Brown

Origin
- Meaning: 7th century Old English word "brun" or the Old Norse personal name "Bruni".
- Region of origin: Scotland, England, Ireland

Other names
- Variant form: See the bottom navigation box

= Brown (surname) =

Family name

Brown is an English-language surname in origin chiefly descriptive of a person with brown hair, complexion or clothing. It is one of the most common surnames in English-speaking countries. It is the most common surname in Jamaica, the second most common in Canada and the United Kingdom, and the fourth most common in Australia and the United States. It was first recorded in East Lothian in Lowland Scotland.

==Etymology and history of the surname==
Most occurrences of the name are derived from a nickname concerning the complexion of an individual, the colour of their hair or the clothing worn. This nickname is derived from the Old English brun, brūn; Middle English brun, broun; or Old French brun. The root word is also sometimes found in Old English and Old Norse bynames, such as the Old Norse Brúnn; however these names were not common after the Norman Conquest (in 1066). In some cases, the Old English personal name Brun may be a short form of one of several compound names, such as Brungar and Brunwine.

Early recordings of the English name/surname are: Brun, Brunus in 1066; Conan filius Brun in 1209; Richard Brun, le Brun le mercer in 1111–38; William le Brun in 1169; William Brun 1182–1205; Hugh Bron in 1274; Agnes Broun in 1296; and John le Browne in 1318. Another of the earliest recorded Browns is John Brown of Stamford, Lincolnshire in 1312. In Scotland, The People of Medieval Scotland academic project surveys over 8600 extant records from between the years 1093 to 1314 and lists 26 Brouns and 14 Browns on its database.

The name also originates independently in the United States, as an Anglicization of other surnames, such as the German Braun, or other surnames with similar meanings. It can also arise as a translation from the Gaelic Donn ("brown").
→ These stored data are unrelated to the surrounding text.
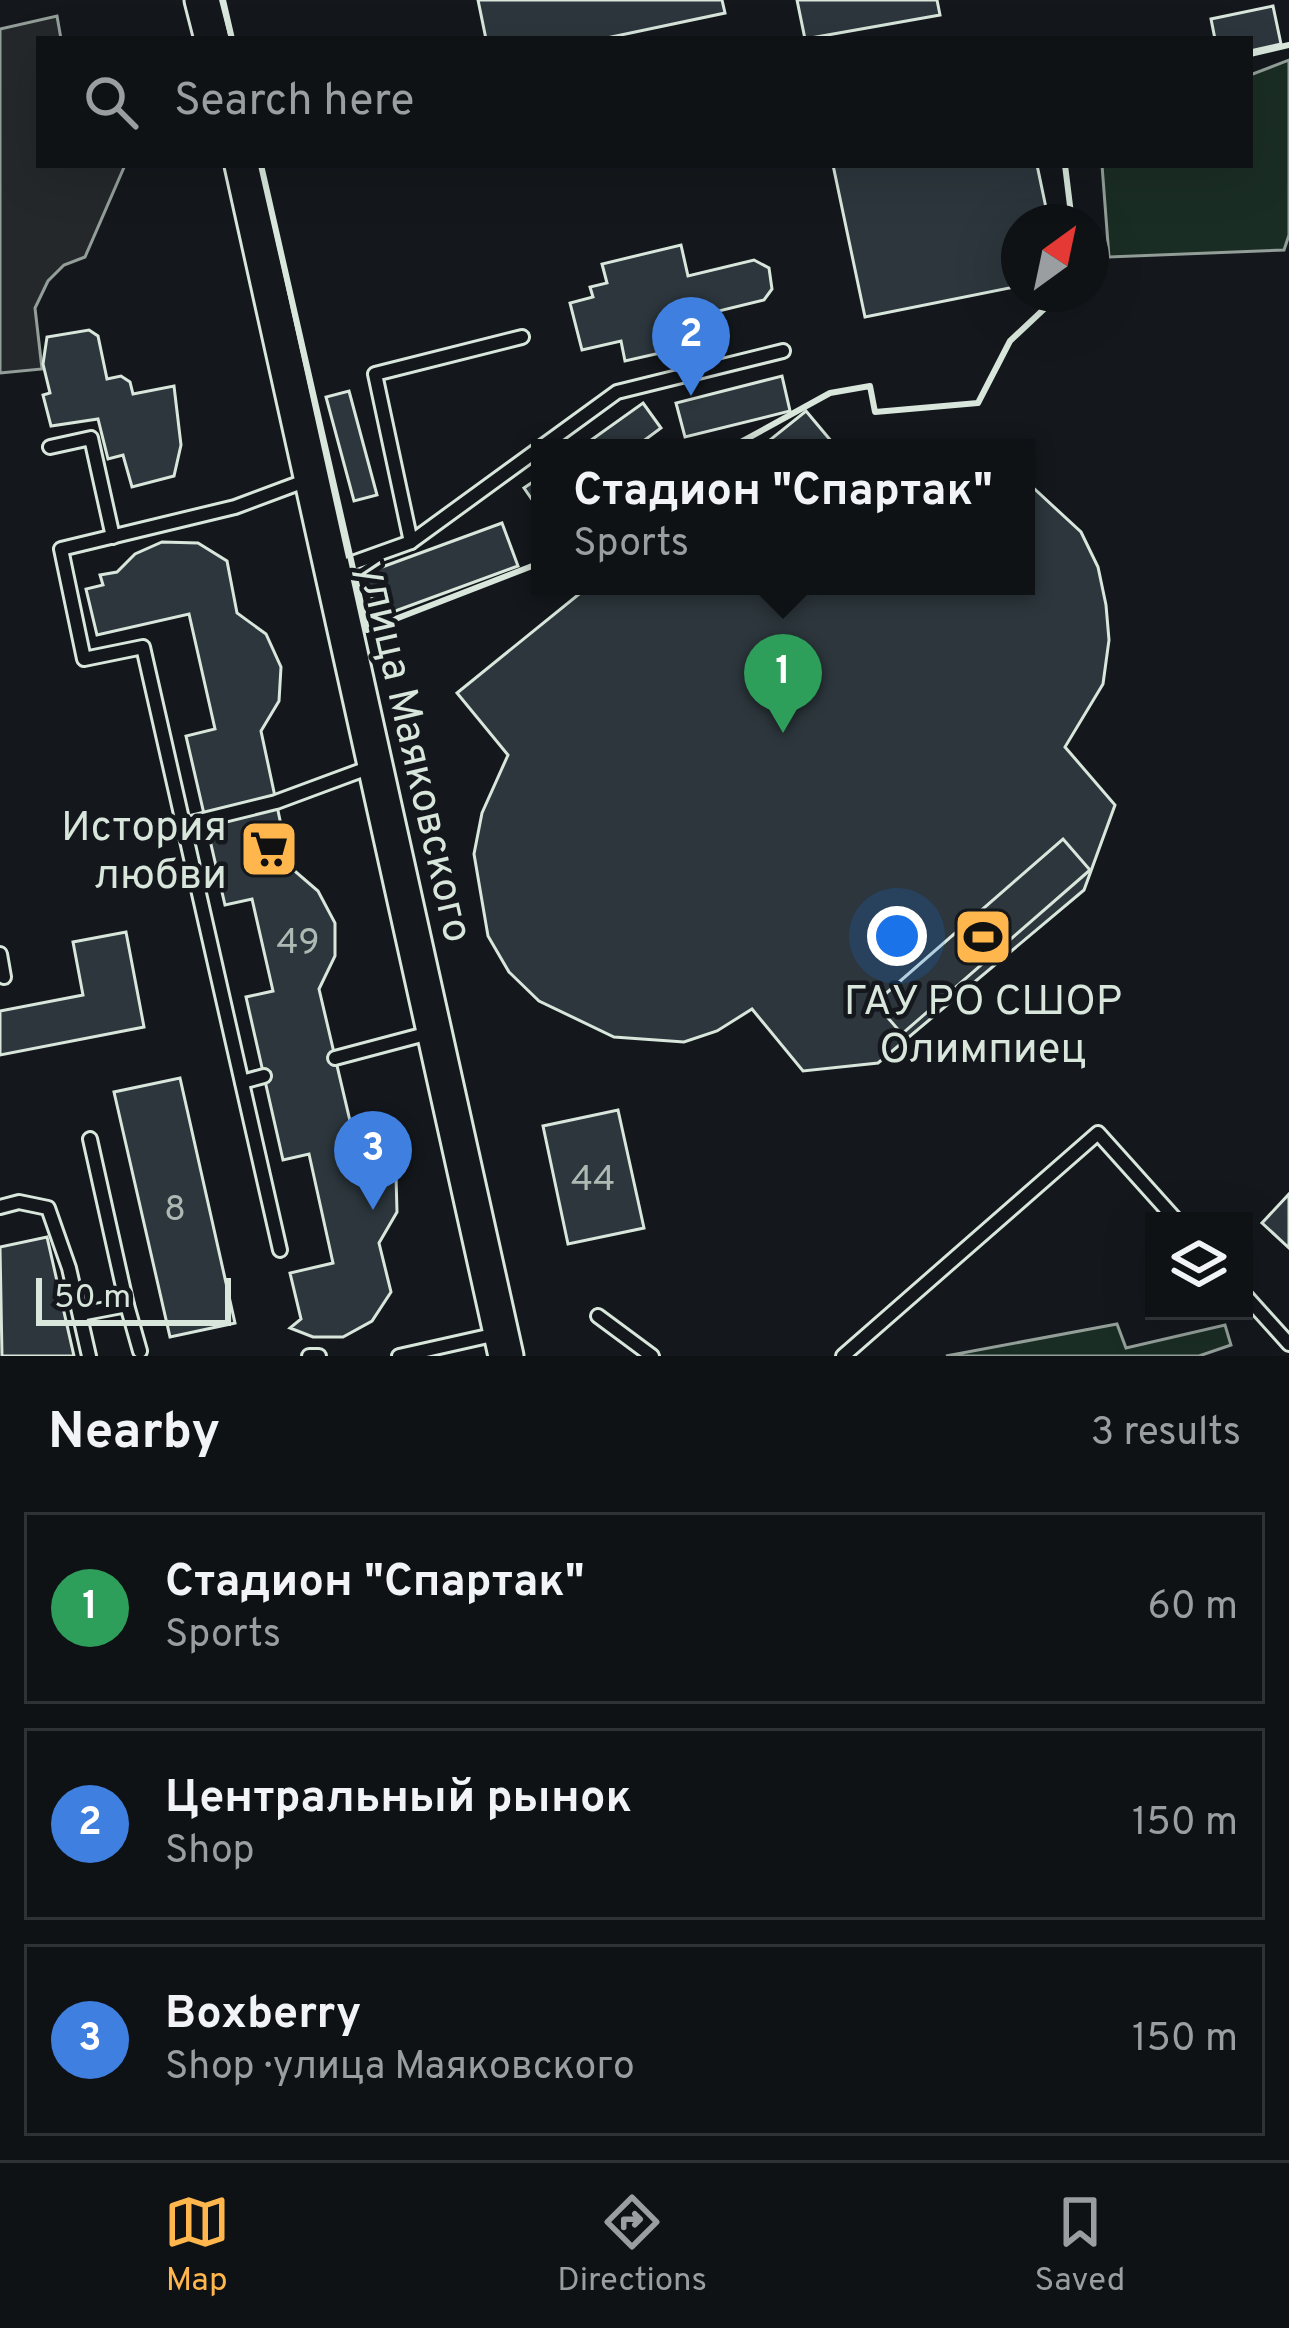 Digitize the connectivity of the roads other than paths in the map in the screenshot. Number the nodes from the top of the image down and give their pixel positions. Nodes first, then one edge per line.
1 (202, 0) edge
2 (211, 36) edge
3 (243, 168) edge
4 (521, 337) dead end
5 (783, 351) dead end
6 (552, 439) edge
7 (50, 447) dead end
8 (531, 454) edge
9 (311, 478) junction
10 (113, 537) junction
11 (411, 542) junction
12 (329, 571) junction
13 (374, 766) junction
14 (183, 825) junction
15 (0, 955) edge
16 (4, 977) dead end
17 (435, 1031) junction
18 (335, 1058) dead end
19 (264, 1076) dead end
20 (242, 1082) junction
21 (90, 1138) dead end
22 (0, 1207) edge
23 (1169, 1212) edge
24 (280, 1250) dead end
25 (1253, 1304) edge
26 (127, 1305) junction
27 (80, 1314) junction
28 (598, 1316) dead end
29 (504, 1344) edge
30 (1289, 1344) edge
31 (140, 1352) dead end
32 (89, 1356) edge
33 (309, 1356) edge
34 (320, 1356) edge
35 (399, 1356) edge
36 (652, 1356) edge
37 (843, 1356) edge

1 - 2 street
3 - 9 street, улица Маяковского
4 - 11 lane
5 - 6 lane
7 - 10 lane
8 - 11 lane
9 - 10 lane
9 - 12 street, улица Маяковского
10 - 14 lane
11 - 12 lane
12 - 13 street, улица Маяковского
13 - 14 lane
13 - 17 street, улица Маяковского
14 - 20 lane
15 - 16 lane
17 - 18 lane
17 - 29 street, улица Маяковского
19 - 20 lane
20 - 24 lane
21 - 26 lane
22 - 27 lane
23 - 37 lane
25 - 30 lane
26 - 27 lane
26 - 31 lane
27 - 32 lane
28 - 36 lane
29 - 35 lane
33 - 34 lane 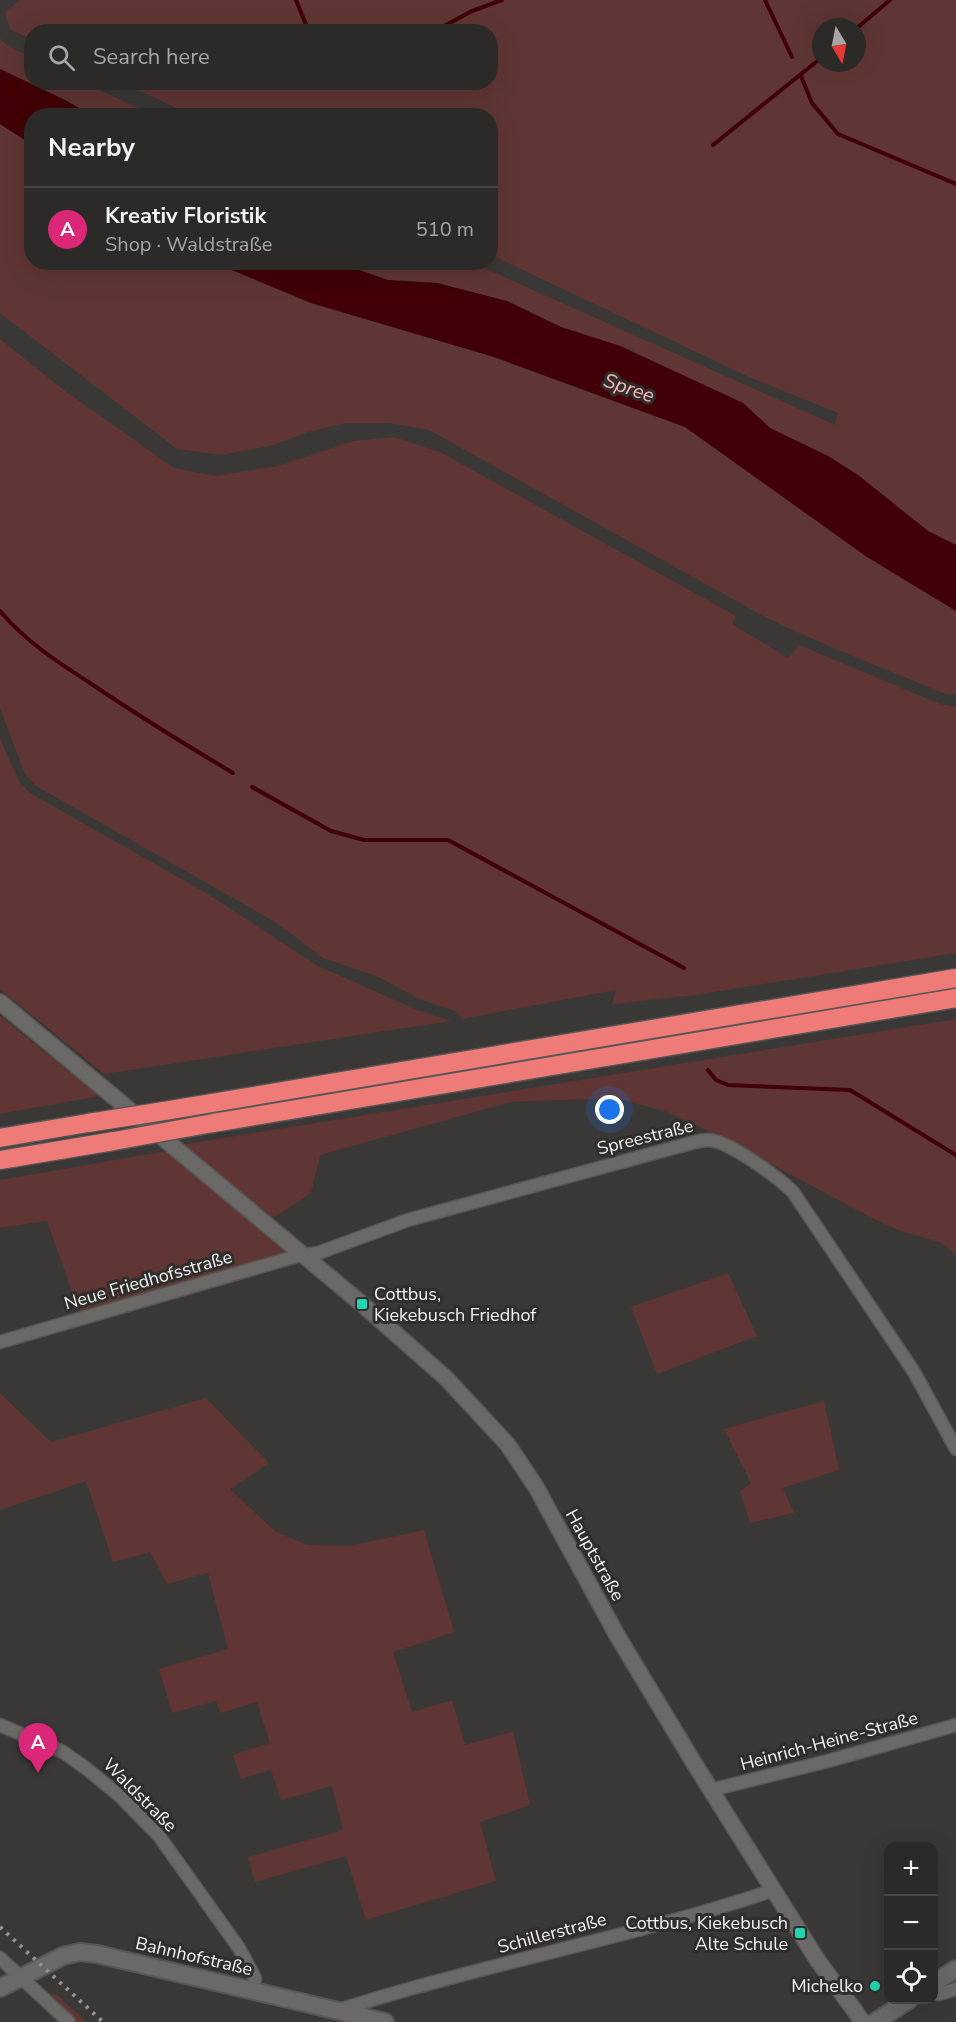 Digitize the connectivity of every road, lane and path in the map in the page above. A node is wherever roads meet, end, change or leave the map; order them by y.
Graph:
1 (956, 978) edge
2 (956, 998) edge
3 (0, 1002) edge
4 (0, 1138) edge
5 (0, 1160) edge
6 (306, 1256) junction
7 (0, 1342) edge
8 (956, 1449) edge
9 (0, 1725) edge
10 (956, 1725) edge
11 (711, 1790) junction
12 (774, 1890) junction
13 (0, 1958) edge
14 (956, 1969) edge
15 (22, 1978) junction
16 (938, 1980) edge
17 (0, 1988) edge
18 (956, 1989) edge
19 (253, 1990) junction
20 (938, 1995) edge
21 (903, 2004) edge
22 (338, 2011) junction
23 (69, 2022) edge
24 (385, 2022) edge
25 (863, 2022) edge
26 (875, 2022) edge

1 - 4 highway, bridge
2 - 5 highway, bridge
3 - 6 street, Hauptstraße
6 - 7 street, Neue Friedhofsstraße
6 - 8 street, Spreestraße
6 - 11 street, Hauptstraße
9 - 19 street, Waldstraße
10 - 11 street, Heinrich-Heine-Straße
11 - 12 street, Hauptstraße
12 - 22 street, Schillerstraße
12 - 25 street, Hauptstraße
13 - 15 street
14 - 16 main road
15 - 17 main road, Bahnhofstraße
15 - 19 main road, Bahnhofstraße
15 - 23 street
18 - 20 street
19 - 22 main road, Bahnhofstraße
21 - 26 main road
22 - 24 main road, Bahnhofstraße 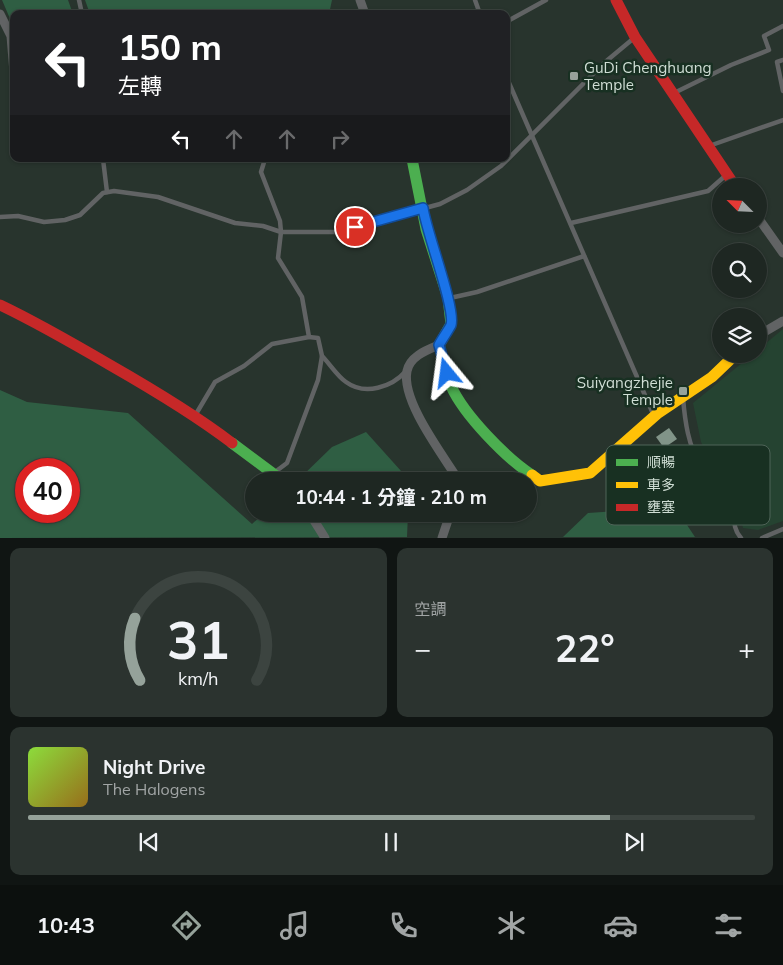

The Mac A Brehon clan of County Donegal have anglicized as Brown or Browne since about 1800. In Scottish Gaelic, the name Brown is translated Mac-a-Bhruithainn (pronounced "mac-avroon") from the root word "Bruithainn", which is roughly pronounced "bro-an" and is similar to the word for judge (just as in the Irish). Its sound is very similar to the Scots surname Broun/Broon/Brown, which are all pronounced similarly.

The German cognates are associated with the much more common Continental personal name Bruno, which was borne by the Dukes of Saxony, among others, from the Tenth century or before. It was also the name of several medieval German and Italian saints, such as Saint Bruno of Cologne (1030–1101), founder of the Carthusian Order.